§ Given entries
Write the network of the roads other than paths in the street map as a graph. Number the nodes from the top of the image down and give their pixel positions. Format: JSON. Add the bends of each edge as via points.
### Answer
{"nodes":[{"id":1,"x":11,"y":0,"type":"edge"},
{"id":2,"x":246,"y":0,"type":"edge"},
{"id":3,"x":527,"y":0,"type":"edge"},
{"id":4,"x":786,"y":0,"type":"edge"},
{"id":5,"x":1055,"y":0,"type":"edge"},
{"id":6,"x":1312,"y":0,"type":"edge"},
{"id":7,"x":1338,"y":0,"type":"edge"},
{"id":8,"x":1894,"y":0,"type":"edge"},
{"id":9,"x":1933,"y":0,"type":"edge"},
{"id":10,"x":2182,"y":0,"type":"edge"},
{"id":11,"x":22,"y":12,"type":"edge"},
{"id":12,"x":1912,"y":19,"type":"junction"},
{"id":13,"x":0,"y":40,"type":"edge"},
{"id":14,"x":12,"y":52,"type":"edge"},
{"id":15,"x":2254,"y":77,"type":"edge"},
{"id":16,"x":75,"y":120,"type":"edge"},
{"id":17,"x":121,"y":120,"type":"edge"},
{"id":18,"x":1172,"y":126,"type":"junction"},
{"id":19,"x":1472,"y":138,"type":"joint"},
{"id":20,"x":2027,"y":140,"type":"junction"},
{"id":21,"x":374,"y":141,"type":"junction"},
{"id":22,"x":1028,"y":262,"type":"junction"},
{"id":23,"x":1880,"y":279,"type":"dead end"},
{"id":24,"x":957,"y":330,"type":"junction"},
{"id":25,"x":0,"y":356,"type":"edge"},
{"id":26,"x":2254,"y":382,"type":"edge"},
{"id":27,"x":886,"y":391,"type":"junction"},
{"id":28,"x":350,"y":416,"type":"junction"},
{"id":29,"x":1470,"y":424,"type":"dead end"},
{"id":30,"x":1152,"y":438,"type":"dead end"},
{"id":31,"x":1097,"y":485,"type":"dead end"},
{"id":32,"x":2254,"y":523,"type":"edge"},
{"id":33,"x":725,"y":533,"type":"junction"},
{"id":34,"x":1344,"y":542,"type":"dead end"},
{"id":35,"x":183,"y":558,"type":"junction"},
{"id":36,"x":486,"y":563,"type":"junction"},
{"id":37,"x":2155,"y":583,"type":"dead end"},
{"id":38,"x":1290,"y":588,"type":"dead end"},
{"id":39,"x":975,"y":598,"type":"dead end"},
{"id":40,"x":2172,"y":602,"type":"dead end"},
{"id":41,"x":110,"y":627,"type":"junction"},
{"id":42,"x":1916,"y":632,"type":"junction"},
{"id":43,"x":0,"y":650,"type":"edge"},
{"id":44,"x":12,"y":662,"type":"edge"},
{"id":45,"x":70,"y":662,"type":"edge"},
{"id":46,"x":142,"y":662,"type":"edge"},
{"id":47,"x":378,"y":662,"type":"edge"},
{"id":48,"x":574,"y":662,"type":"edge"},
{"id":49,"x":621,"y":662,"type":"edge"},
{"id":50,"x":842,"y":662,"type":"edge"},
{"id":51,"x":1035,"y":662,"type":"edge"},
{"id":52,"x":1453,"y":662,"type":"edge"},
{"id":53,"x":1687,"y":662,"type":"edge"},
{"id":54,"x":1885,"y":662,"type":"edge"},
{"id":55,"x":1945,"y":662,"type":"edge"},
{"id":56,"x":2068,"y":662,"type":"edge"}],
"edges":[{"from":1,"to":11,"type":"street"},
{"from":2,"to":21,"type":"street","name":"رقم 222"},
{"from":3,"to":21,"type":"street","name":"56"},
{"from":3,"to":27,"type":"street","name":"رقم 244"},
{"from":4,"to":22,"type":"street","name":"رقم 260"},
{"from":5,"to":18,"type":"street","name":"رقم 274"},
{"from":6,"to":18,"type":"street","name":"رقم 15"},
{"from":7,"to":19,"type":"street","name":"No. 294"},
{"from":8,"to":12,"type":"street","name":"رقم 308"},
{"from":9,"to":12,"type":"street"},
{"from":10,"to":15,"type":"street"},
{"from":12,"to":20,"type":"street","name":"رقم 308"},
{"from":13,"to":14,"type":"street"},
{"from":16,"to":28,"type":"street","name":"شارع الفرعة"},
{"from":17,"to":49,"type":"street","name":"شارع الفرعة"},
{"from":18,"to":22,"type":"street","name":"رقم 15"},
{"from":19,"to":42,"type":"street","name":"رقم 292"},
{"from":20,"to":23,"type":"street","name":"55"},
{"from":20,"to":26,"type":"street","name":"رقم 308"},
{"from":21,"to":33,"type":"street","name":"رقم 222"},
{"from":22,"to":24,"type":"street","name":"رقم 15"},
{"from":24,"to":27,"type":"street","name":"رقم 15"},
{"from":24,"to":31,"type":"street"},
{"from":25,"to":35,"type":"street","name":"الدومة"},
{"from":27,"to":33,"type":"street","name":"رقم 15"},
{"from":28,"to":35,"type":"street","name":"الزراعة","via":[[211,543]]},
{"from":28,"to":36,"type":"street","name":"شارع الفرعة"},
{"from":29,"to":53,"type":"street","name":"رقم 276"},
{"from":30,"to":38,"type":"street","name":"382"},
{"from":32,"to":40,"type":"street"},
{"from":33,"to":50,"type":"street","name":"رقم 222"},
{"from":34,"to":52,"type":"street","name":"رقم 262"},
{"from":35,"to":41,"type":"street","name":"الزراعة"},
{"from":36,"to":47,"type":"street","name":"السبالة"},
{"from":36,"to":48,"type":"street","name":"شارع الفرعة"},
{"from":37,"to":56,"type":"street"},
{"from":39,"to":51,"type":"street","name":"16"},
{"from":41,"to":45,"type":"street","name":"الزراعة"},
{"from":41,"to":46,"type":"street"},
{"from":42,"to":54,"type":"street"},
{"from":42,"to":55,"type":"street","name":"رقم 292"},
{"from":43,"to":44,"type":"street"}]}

§ Task to carry out
Show the data once more, exactly as it was written.

§ Response to this task
Write the network of the roads other than paths in the street map as a graph. Number the nodes from the top of the image down and give their pixel positions. Format: JSON. Add the bends of each edge as via points.
### Answer
{"nodes":[{"id":1,"x":11,"y":0,"type":"edge"},
{"id":2,"x":246,"y":0,"type":"edge"},
{"id":3,"x":527,"y":0,"type":"edge"},
{"id":4,"x":786,"y":0,"type":"edge"},
{"id":5,"x":1055,"y":0,"type":"edge"},
{"id":6,"x":1312,"y":0,"type":"edge"},
{"id":7,"x":1338,"y":0,"type":"edge"},
{"id":8,"x":1894,"y":0,"type":"edge"},
{"id":9,"x":1933,"y":0,"type":"edge"},
{"id":10,"x":2182,"y":0,"type":"edge"},
{"id":11,"x":22,"y":12,"type":"edge"},
{"id":12,"x":1912,"y":19,"type":"junction"},
{"id":13,"x":0,"y":40,"type":"edge"},
{"id":14,"x":12,"y":52,"type":"edge"},
{"id":15,"x":2254,"y":77,"type":"edge"},
{"id":16,"x":75,"y":120,"type":"edge"},
{"id":17,"x":121,"y":120,"type":"edge"},
{"id":18,"x":1172,"y":126,"type":"junction"},
{"id":19,"x":1472,"y":138,"type":"joint"},
{"id":20,"x":2027,"y":140,"type":"junction"},
{"id":21,"x":374,"y":141,"type":"junction"},
{"id":22,"x":1028,"y":262,"type":"junction"},
{"id":23,"x":1880,"y":279,"type":"dead end"},
{"id":24,"x":957,"y":330,"type":"junction"},
{"id":25,"x":0,"y":356,"type":"edge"},
{"id":26,"x":2254,"y":382,"type":"edge"},
{"id":27,"x":886,"y":391,"type":"junction"},
{"id":28,"x":350,"y":416,"type":"junction"},
{"id":29,"x":1470,"y":424,"type":"dead end"},
{"id":30,"x":1152,"y":438,"type":"dead end"},
{"id":31,"x":1097,"y":485,"type":"dead end"},
{"id":32,"x":2254,"y":523,"type":"edge"},
{"id":33,"x":725,"y":533,"type":"junction"},
{"id":34,"x":1344,"y":542,"type":"dead end"},
{"id":35,"x":183,"y":558,"type":"junction"},
{"id":36,"x":486,"y":563,"type":"junction"},
{"id":37,"x":2155,"y":583,"type":"dead end"},
{"id":38,"x":1290,"y":588,"type":"dead end"},
{"id":39,"x":975,"y":598,"type":"dead end"},
{"id":40,"x":2172,"y":602,"type":"dead end"},
{"id":41,"x":110,"y":627,"type":"junction"},
{"id":42,"x":1916,"y":632,"type":"junction"},
{"id":43,"x":0,"y":650,"type":"edge"},
{"id":44,"x":12,"y":662,"type":"edge"},
{"id":45,"x":70,"y":662,"type":"edge"},
{"id":46,"x":142,"y":662,"type":"edge"},
{"id":47,"x":378,"y":662,"type":"edge"},
{"id":48,"x":574,"y":662,"type":"edge"},
{"id":49,"x":621,"y":662,"type":"edge"},
{"id":50,"x":842,"y":662,"type":"edge"},
{"id":51,"x":1035,"y":662,"type":"edge"},
{"id":52,"x":1453,"y":662,"type":"edge"},
{"id":53,"x":1687,"y":662,"type":"edge"},
{"id":54,"x":1885,"y":662,"type":"edge"},
{"id":55,"x":1945,"y":662,"type":"edge"},
{"id":56,"x":2068,"y":662,"type":"edge"}],
"edges":[{"from":1,"to":11,"type":"street"},
{"from":2,"to":21,"type":"street","name":"رقم 222"},
{"from":3,"to":21,"type":"street","name":"56"},
{"from":3,"to":27,"type":"street","name":"رقم 244"},
{"from":4,"to":22,"type":"street","name":"رقم 260"},
{"from":5,"to":18,"type":"street","name":"رقم 274"},
{"from":6,"to":18,"type":"street","name":"رقم 15"},
{"from":7,"to":19,"type":"street","name":"No. 294"},
{"from":8,"to":12,"type":"street","name":"رقم 308"},
{"from":9,"to":12,"type":"street"},
{"from":10,"to":15,"type":"street"},
{"from":12,"to":20,"type":"street","name":"رقم 308"},
{"from":13,"to":14,"type":"street"},
{"from":16,"to":28,"type":"street","name":"شارع الفرعة"},
{"from":17,"to":49,"type":"street","name":"شارع الفرعة"},
{"from":18,"to":22,"type":"street","name":"رقم 15"},
{"from":19,"to":42,"type":"street","name":"رقم 292"},
{"from":20,"to":23,"type":"street","name":"55"},
{"from":20,"to":26,"type":"street","name":"رقم 308"},
{"from":21,"to":33,"type":"street","name":"رقم 222"},
{"from":22,"to":24,"type":"street","name":"رقم 15"},
{"from":24,"to":27,"type":"street","name":"رقم 15"},
{"from":24,"to":31,"type":"street"},
{"from":25,"to":35,"type":"street","name":"الدومة"},
{"from":27,"to":33,"type":"street","name":"رقم 15"},
{"from":28,"to":35,"type":"street","name":"الزراعة","via":[[211,543]]},
{"from":28,"to":36,"type":"street","name":"شارع الفرعة"},
{"from":29,"to":53,"type":"street","name":"رقم 276"},
{"from":30,"to":38,"type":"street","name":"382"},
{"from":32,"to":40,"type":"street"},
{"from":33,"to":50,"type":"street","name":"رقم 222"},
{"from":34,"to":52,"type":"street","name":"رقم 262"},
{"from":35,"to":41,"type":"street","name":"الزراعة"},
{"from":36,"to":47,"type":"street","name":"السبالة"},
{"from":36,"to":48,"type":"street","name":"شارع الفرعة"},
{"from":37,"to":56,"type":"street"},
{"from":39,"to":51,"type":"street","name":"16"},
{"from":41,"to":45,"type":"street","name":"الزراعة"},
{"from":41,"to":46,"type":"street"},
{"from":42,"to":54,"type":"street"},
{"from":42,"to":55,"type":"street","name":"رقم 292"},
{"from":43,"to":44,"type":"street"}]}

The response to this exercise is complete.